The logistics of what they’re going to do as the weather worsens is what’s got his mind occupied as Ellie follows behind and tries to whistle or trots her way up to his side and dips just so into his personal space. It’s where his thoughts are as she dozes off beside a fire they’ve got no choice in lighting these nights. Her eyelids fluttered shut, and sleep claimed her after long, endless days of walking more or less aimlessly.
It’s what he’s pondering when the horses come tearing in their direction.
At once, out of habit and practice and a still-alive instinct, Joel grabs ahold of Ellie’s hand and moves to tug her behind him, into some realm of safety. Except the riders are coming at them from all angles. She’s no safer behind him than she is beside. Joel’s clenching her hand a little too tightly, his eyes panning as he jumps to negotiation measures in hopes they’ll respond and let them go. It makes him miss Tess, knowing she’d take control of this situation with ease and spin it until these pursuers were joking and laughing and fully believed she was a friend, not an enemy. Joel’s too good at making himself an enemy.

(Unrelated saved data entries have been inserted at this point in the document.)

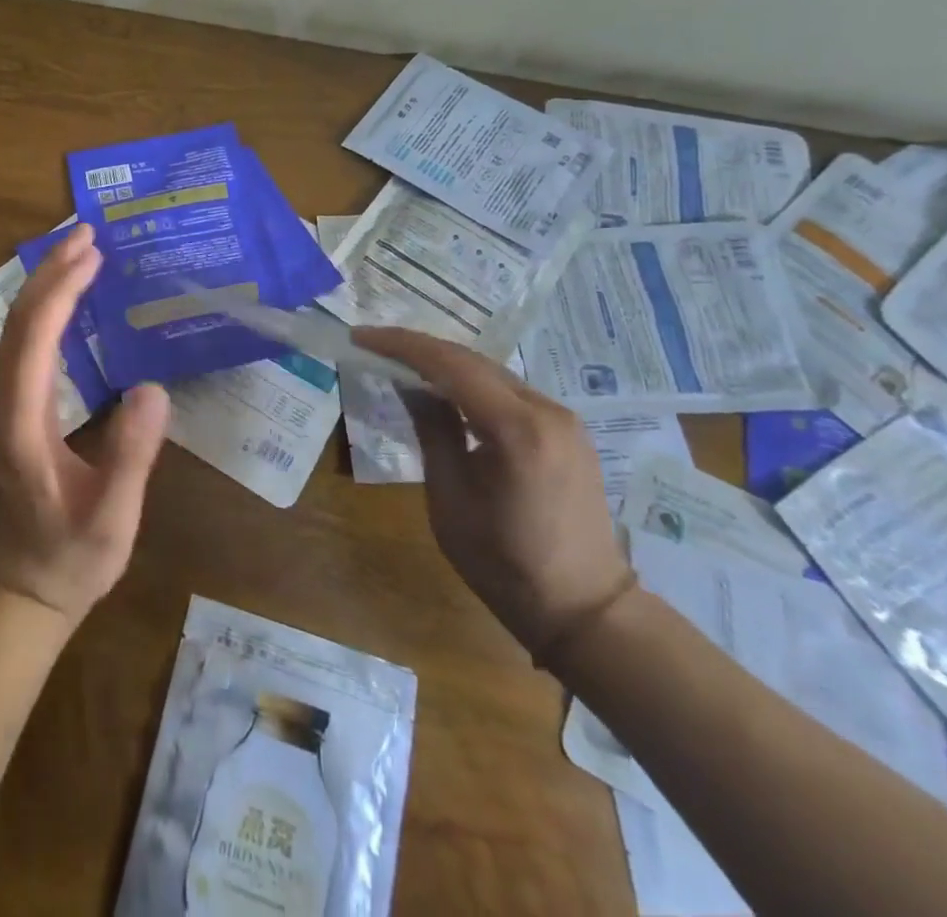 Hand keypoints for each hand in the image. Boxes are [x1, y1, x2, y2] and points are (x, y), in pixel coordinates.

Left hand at [0, 223, 170, 625]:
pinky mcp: (13, 410)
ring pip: (15, 330)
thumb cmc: (71, 557)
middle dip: (50, 272)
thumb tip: (153, 388)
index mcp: (21, 424)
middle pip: (17, 322)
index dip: (61, 290)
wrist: (25, 590)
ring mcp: (3, 406)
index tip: (92, 253)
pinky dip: (46, 311)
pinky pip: (24, 345)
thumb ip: (130, 457)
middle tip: (87, 233)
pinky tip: (71, 301)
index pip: (34, 339)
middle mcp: (2, 404)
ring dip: (45, 286)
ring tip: (80, 252)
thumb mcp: (111, 517)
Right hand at [354, 328, 632, 659]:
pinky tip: (446, 392)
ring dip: (446, 365)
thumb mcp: (450, 497)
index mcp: (516, 429)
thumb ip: (432, 430)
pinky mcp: (568, 431)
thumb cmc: (504, 562)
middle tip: (375, 346)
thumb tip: (409, 385)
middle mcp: (546, 410)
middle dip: (420, 349)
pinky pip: (510, 392)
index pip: (450, 364)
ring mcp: (564, 419)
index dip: (401, 345)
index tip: (362, 337)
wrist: (585, 609)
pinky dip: (472, 384)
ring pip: (492, 373)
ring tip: (402, 364)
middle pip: (473, 361) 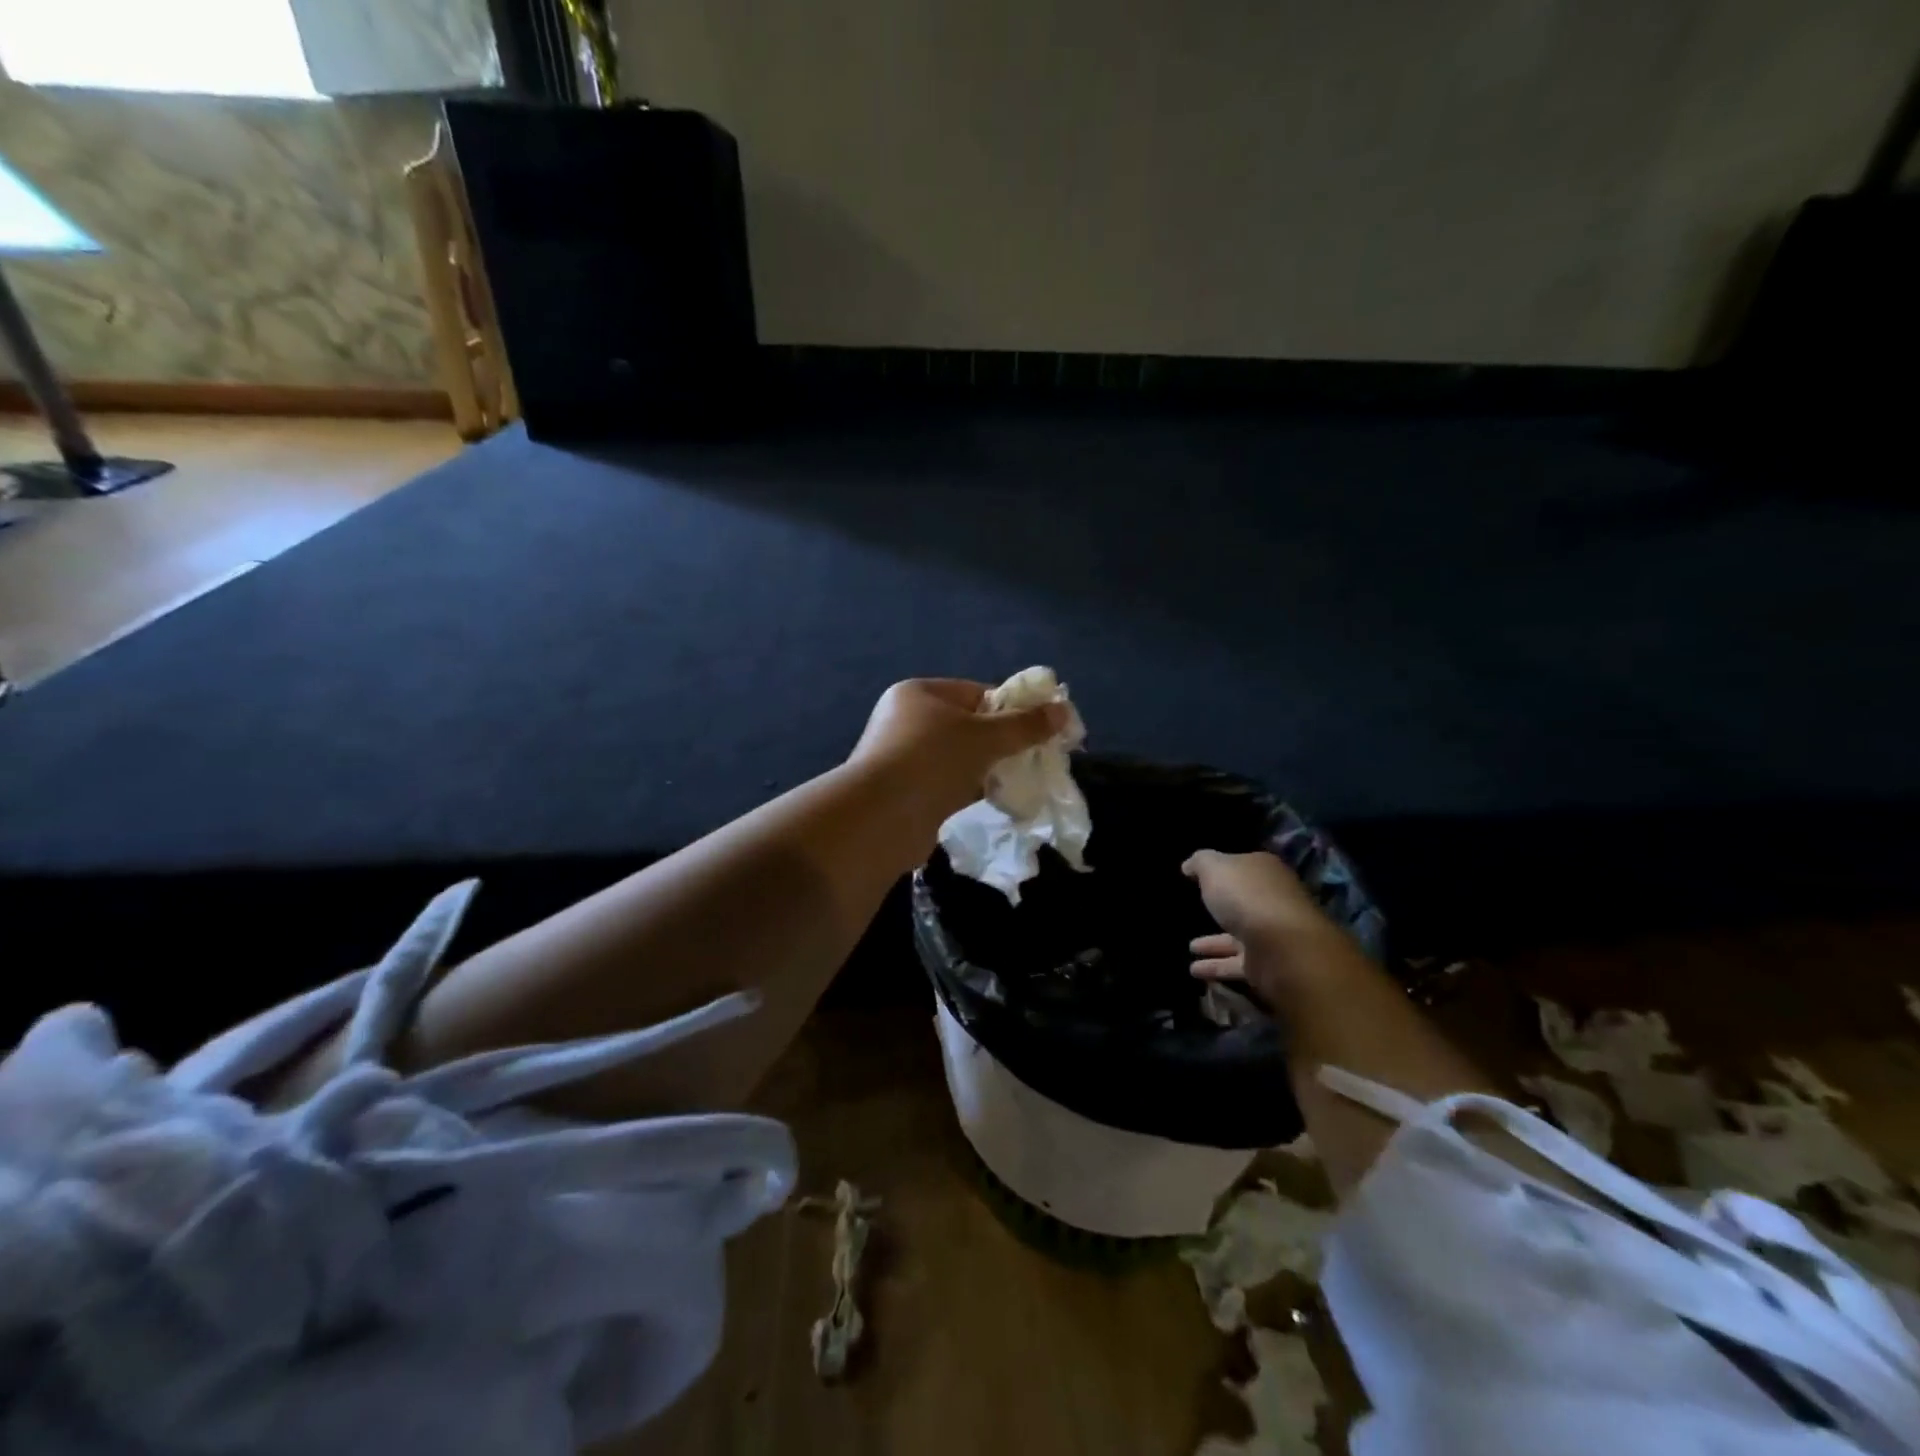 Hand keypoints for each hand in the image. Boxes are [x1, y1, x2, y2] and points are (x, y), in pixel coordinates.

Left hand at [849, 679, 1068, 820]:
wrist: (881, 818)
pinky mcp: (905, 791)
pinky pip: (947, 783)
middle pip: (967, 726)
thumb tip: (1063, 710)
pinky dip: (970, 789)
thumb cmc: (933, 760)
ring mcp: (902, 757)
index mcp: (919, 693)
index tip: (1040, 728)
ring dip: (987, 768)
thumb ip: (1025, 725)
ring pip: (958, 757)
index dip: (1011, 708)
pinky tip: (994, 799)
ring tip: (1018, 781)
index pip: (975, 692)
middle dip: (1001, 742)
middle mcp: (905, 720)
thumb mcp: (986, 737)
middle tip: (1033, 757)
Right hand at [1184, 849, 1345, 1002]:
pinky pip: (1235, 964)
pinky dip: (1216, 967)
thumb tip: (1189, 866)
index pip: (1242, 866)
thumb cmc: (1247, 897)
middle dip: (1222, 908)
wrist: (1281, 947)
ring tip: (1190, 948)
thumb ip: (1200, 862)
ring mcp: (1271, 935)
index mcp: (1264, 872)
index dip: (1223, 870)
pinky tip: (1195, 971)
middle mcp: (1271, 902)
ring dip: (1214, 944)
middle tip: (1196, 912)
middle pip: (1243, 902)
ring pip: (1237, 937)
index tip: (1202, 878)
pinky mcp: (1267, 965)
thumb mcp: (1214, 868) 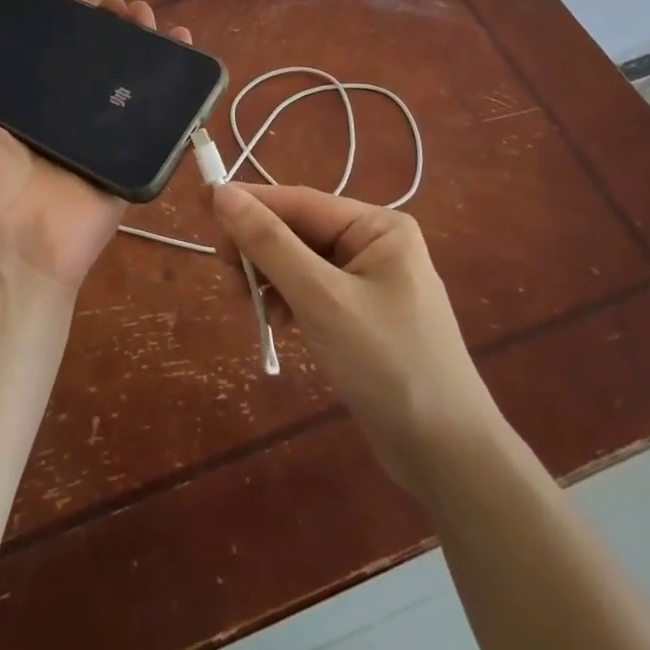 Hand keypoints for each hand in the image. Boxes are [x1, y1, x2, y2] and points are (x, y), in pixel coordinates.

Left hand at [0, 0, 192, 293]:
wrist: (15, 251)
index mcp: (30, 108)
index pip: (54, 53)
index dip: (68, 23)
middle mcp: (67, 116)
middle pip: (96, 58)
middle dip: (108, 23)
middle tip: (116, 3)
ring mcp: (103, 135)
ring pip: (128, 77)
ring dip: (141, 39)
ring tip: (145, 14)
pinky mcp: (132, 153)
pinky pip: (159, 113)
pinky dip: (176, 79)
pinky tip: (182, 42)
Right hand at [212, 184, 496, 493]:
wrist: (447, 456)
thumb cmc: (388, 364)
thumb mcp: (322, 299)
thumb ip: (271, 244)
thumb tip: (223, 194)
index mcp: (377, 226)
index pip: (299, 202)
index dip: (249, 203)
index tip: (201, 206)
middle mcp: (375, 244)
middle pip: (298, 231)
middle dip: (260, 251)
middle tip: (228, 278)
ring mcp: (370, 281)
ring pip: (300, 263)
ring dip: (270, 279)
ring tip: (250, 308)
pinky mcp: (361, 316)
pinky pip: (312, 292)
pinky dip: (288, 303)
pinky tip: (276, 325) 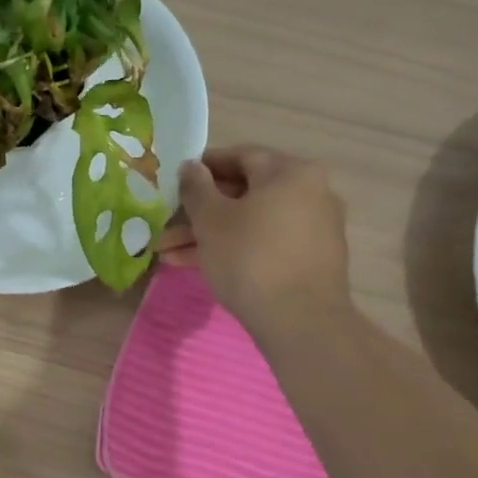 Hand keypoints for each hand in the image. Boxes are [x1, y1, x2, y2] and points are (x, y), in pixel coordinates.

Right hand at [156, 146, 351, 335]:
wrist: (300, 321)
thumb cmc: (250, 257)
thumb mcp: (211, 220)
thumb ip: (196, 188)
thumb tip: (190, 167)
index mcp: (290, 172)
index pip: (241, 156)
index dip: (203, 167)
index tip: (175, 180)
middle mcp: (310, 193)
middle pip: (244, 194)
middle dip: (199, 212)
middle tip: (165, 227)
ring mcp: (313, 229)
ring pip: (250, 223)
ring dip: (208, 236)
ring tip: (167, 255)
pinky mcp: (310, 261)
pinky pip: (265, 244)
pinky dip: (234, 250)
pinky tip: (196, 267)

They force Ellie to step away from him. His heart shudders even as he gives her a nod of reassurance. Her hands are raised in unwavering surrender. Her cheeks are red from the biting cold wind, tongue darting out to lick along her chapped lips. Her hair’s in disarray beneath her hat. She’d just shoved that beanie on when she woke up this morning and started bundling her sleeping bag together. It makes her look so young.
A barking dog approaches Joel, sniffs him, and turns back with a general air of unimpressed attitude.
That thing can’t go near Ellie. Joel can already envision teeth sinking into the soft, pliable flesh of her too-skinny body. It would rip her to pieces, smelling the infection that hadn’t quite managed to seize her but lived within her regardless.
When they send the beast out to her, Joel’s got nothing. No ideas, no solutions, no hope of protecting her from this vicious, ugly, dangerous world that owes her everything but will give her nothing. It will do nothing but tear her apart, limb to limb, until she is bloodied and gasping and not even within his arm’s reach to comfort her. As if there was any comfort to be offered.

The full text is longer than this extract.